I’ve been toying with SilverStripe a bit, which is very spiffy, but it has one fatal flaw in my mind: its out-of-box performance is atrocious. I was testing it in a VPS I haven’t used before, so I don’t have a good frame of reference, but I got between 4 and 6 pages/second under benchmarking. That was after I turned on MySQL query caching and installed APC. Of course, I was using SilverStripe to build pages that would probably stay unchanged for weeks at a time. The 4-6 pages/second is similar to how WordPress behaved before I worked on optimizing it. For what it’s worth, static content (that is, stuff that doesn’t require talking to databases and running code) can handle 300-1000 pages/second on my server as some benchmarks I did demonstrated.

There were two main ways to enhance SilverStripe’s performance that I thought of. (Well, a third option, too: realize that no one will visit my SilverStripe site and leave it as-is. But that’s no fun.) The first is to ‘fix’ Silverstripe itself. With WordPress, I tweaked MySQL and set up APC (which gave a bigger boost than with SilverStripe, but still not a huge gain). But then I ended up coding the main page from scratch, and it uses memcache to store the generated page in RAM for a period of time. Instantly, benchmarking showed that I could handle hundreds of pages a second on the meager hardware I’m hosted on. (Soon to change…)

The other option, and one that may actually be preferable, is to just run the software normally, but stick it behind a cache. This might not be an instant fix, as I’m guessing the generated pages are tagged to not allow caching, but that can be fixed. (Aside: people seem to love setting huge expiry times for cached data, like having it cached for an hour. The main page here caches data for 30 seconds, which means that, worst case, the backend would be handling two pages a minute. Although if there were a network involved, I might bump it up or add a way to selectively purge pages from the cache.) squid is the most commonly-used one, but I’ve also heard interesting things about varnish, which was tailor-made for this purpose and is supposed to be a lot more efficient. There’s also pound, which seems interesting, but doesn’t cache on its own. varnish doesn’t yet support gzip compression of pages, which I think would be a major boost in throughput. (Although at the cost of server resources, of course… Unless you could get it working with a hardware gzip card!)

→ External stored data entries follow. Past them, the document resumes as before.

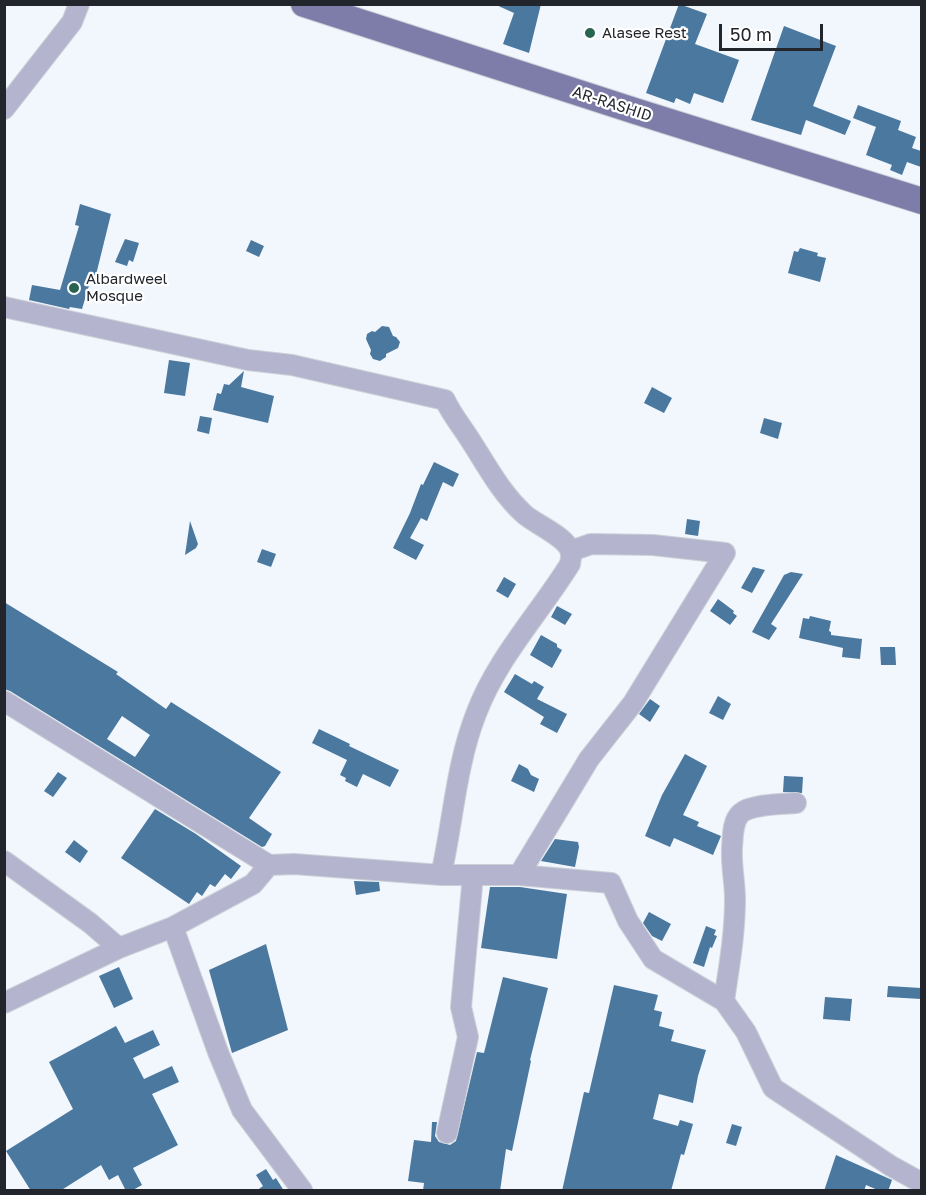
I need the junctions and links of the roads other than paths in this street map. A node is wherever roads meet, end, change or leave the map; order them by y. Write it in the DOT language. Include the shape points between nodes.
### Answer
graph roads {
  1 [pos="79,4"];
  2 [pos="304,4"];
  3 [pos="4,109"];
  4 [pos="921,201"];
  5 [pos="4,307"];
  6 [pos="571,551"];
  7 [pos="4,702"];
  8 [pos="796,803"];
  9 [pos="4,861"];
  10 [pos="269,865"];
  11 [pos="441,875"];
  12 [pos="519,875"];
  13 [pos="473,876"];
  14 [pos="173,927"];
  15 [pos="119,948"];
  16 [pos="724,1001"];
  17 [pos="4,1003"];
  18 [pos="447,1133"];
  19 [pos="921,1183"];
  20 [pos="302,1191"];
  1 -- 3 [label="street" via="72,22"];
  2 -- 4 [label="main road, AR-RASHID"];
  5 -- 6 [label="street" via="445,400 484,466 509,499"];
  6 -- 11 [label="street" via="570,564 506,656 475,715 456,786"];
  6 -- 12 [label="street" via="591,544 653,545 725,553 633,703 589,759"];
  7 -- 10 [label="street"];
  8 -- 16 [label="street" via="748,810 740,814 734,826 734,935"];
  9 -- 15 [label="street"];
  10 -- 11 [label="street" via="305,864"];
  10 -- 14 [label="street" via="254,884"];
  11 -- 13 [label="street"];
  12 -- 13 [label="street"];
  12 -- 16 [label="street" via="611,883 628,921 653,959"];
  13 -- 18 [label="street" via="461,1007 468,1037"];
  14 -- 15 [label="street"];
  14 -- 20 [label="street" via="242,1110"];
  15 -- 17 [label="street"];
  16 -- 19 [label="street" via="746,1032 773,1088"];
}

But then I started thinking… That caching frontend doesn’t have to be local! Pick up a machine in another data center as a ‘reverse proxy’ for your site. Viewers hit that, and it will keep an updated page in its cache. Pick a server up when someone’s having a sale and set it up.

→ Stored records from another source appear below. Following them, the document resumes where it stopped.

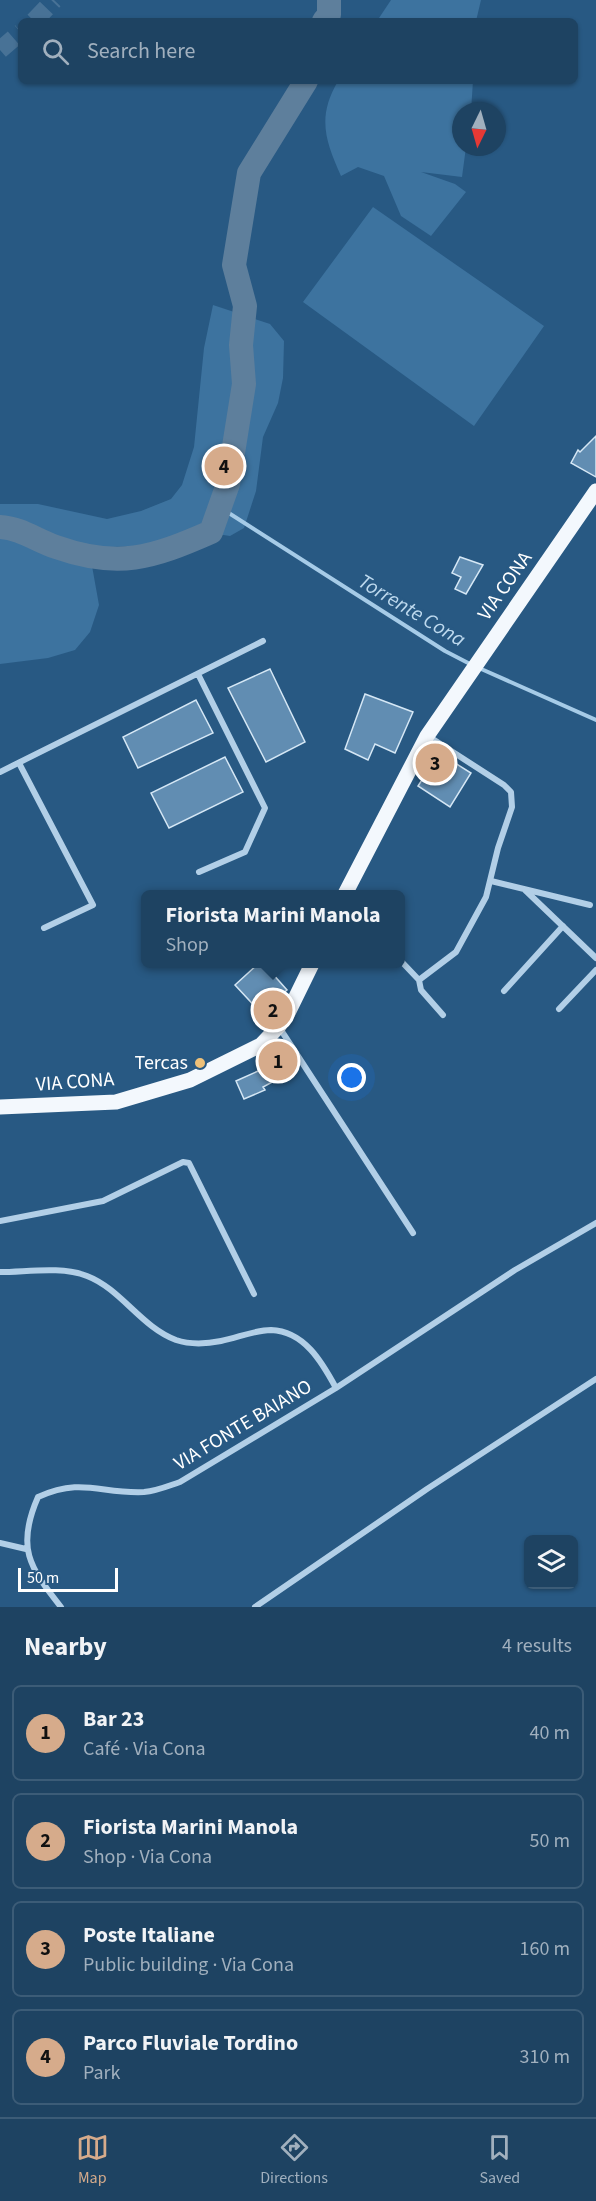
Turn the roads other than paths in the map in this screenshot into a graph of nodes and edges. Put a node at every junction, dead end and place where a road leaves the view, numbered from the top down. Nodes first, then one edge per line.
1 (596, 491) edge
2 (263, 641) dead end
3 (198, 674) junction
4 (430, 731) junction
5 (19, 763) junction
6 (0, 772) edge
7 (198, 872) dead end
8 (491, 881) junction
9 (524, 889) junction
10 (347, 890) edge
11 (590, 905) dead end
12 (563, 926) junction
13 (44, 928) dead end
14 (596, 958) edge
15 (405, 965) edge
16 (309, 968) edge
17 (596, 970) edge
18 (419, 980) junction
19 (504, 991) dead end
20 (559, 1009) dead end
21 (443, 1015) dead end
22 (279, 1026) junction
23 (0, 1107) edge
24 (0, 1221) edge
25 (596, 1223) edge
26 (413, 1233) dead end
27 (0, 1272) edge
28 (254, 1294) dead end
29 (596, 1379) edge
30 (336, 1388) junction
31 (0, 1543) edge
32 (26, 1549) junction
33 (61, 1607) edge
34 (255, 1607) edge

1 - 4 main road, VIA CONA
2 - 3 street
3 - 5 street
3 - 7 street
4 - 8 street
4 - 10 main road, VIA CONA
5 - 6 street
5 - 13 street
8 - 9 street
8 - 18 street
9 - 11 street
9 - 12 street
12 - 14 street
12 - 19 street
15 - 18 street
16 - 22 main road, VIA CONA
17 - 20 street
18 - 21 street
22 - 23 main road, VIA CONA
22 - 26 street
24 - 28 street
25 - 30 street, VIA FONTE BAIANO
27 - 30 street, VIA FONTE BAIANO
29 - 34 street
30 - 32 street, VIA FONTE BAIANO
31 - 32 street
32 - 33 street, VIA FONTE BAIANO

But then, you can take it one step further, and pick up boxes to act as your caches in multiple data centers. One on the East Coast, one in the South, one on the West Coast, and one in Europe. (Or whatever your needs call for.) Use PowerDNS with GeoIP to direct viewers to the closest cache. (Indeed, this is what Wikipedia does: they have servers in Florida, the Netherlands, and Korea… DNS hands out the closest server based on where your IP is registered.) You can also keep DNS records with a fairly short TTL, so if one of the cache servers goes offline, you can just pull it from the pool and it’ll stop receiving traffic. You can also use the cache nodes themselves as DNS servers, to help make sure DNS is highly redundant.

It seems to me that it’d be a fairly promising idea, although I think there are some potential kinks you’d have to work out. (Given that you’ll probably have 20-100ms latency in retreiving cache misses, do you set a longer cache duration? But then, do you have to wait an hour for your urgent change to get pushed out? Can you flush only one item from the cache? What about uncacheable content, such as when users have to log in? How do you monitor many nodes to make sure they’re serving the right data? Will ISPs obey your DNS’s TTL records? Most of these things have obvious solutions, really, but the point is that it’s not an off-the-shelf solution, but something you’d have to mold to fit your exact setup.)

Aside: I’d like to put nginx, lighttpd, and Apache in a face-off. I’m reading good things about nginx.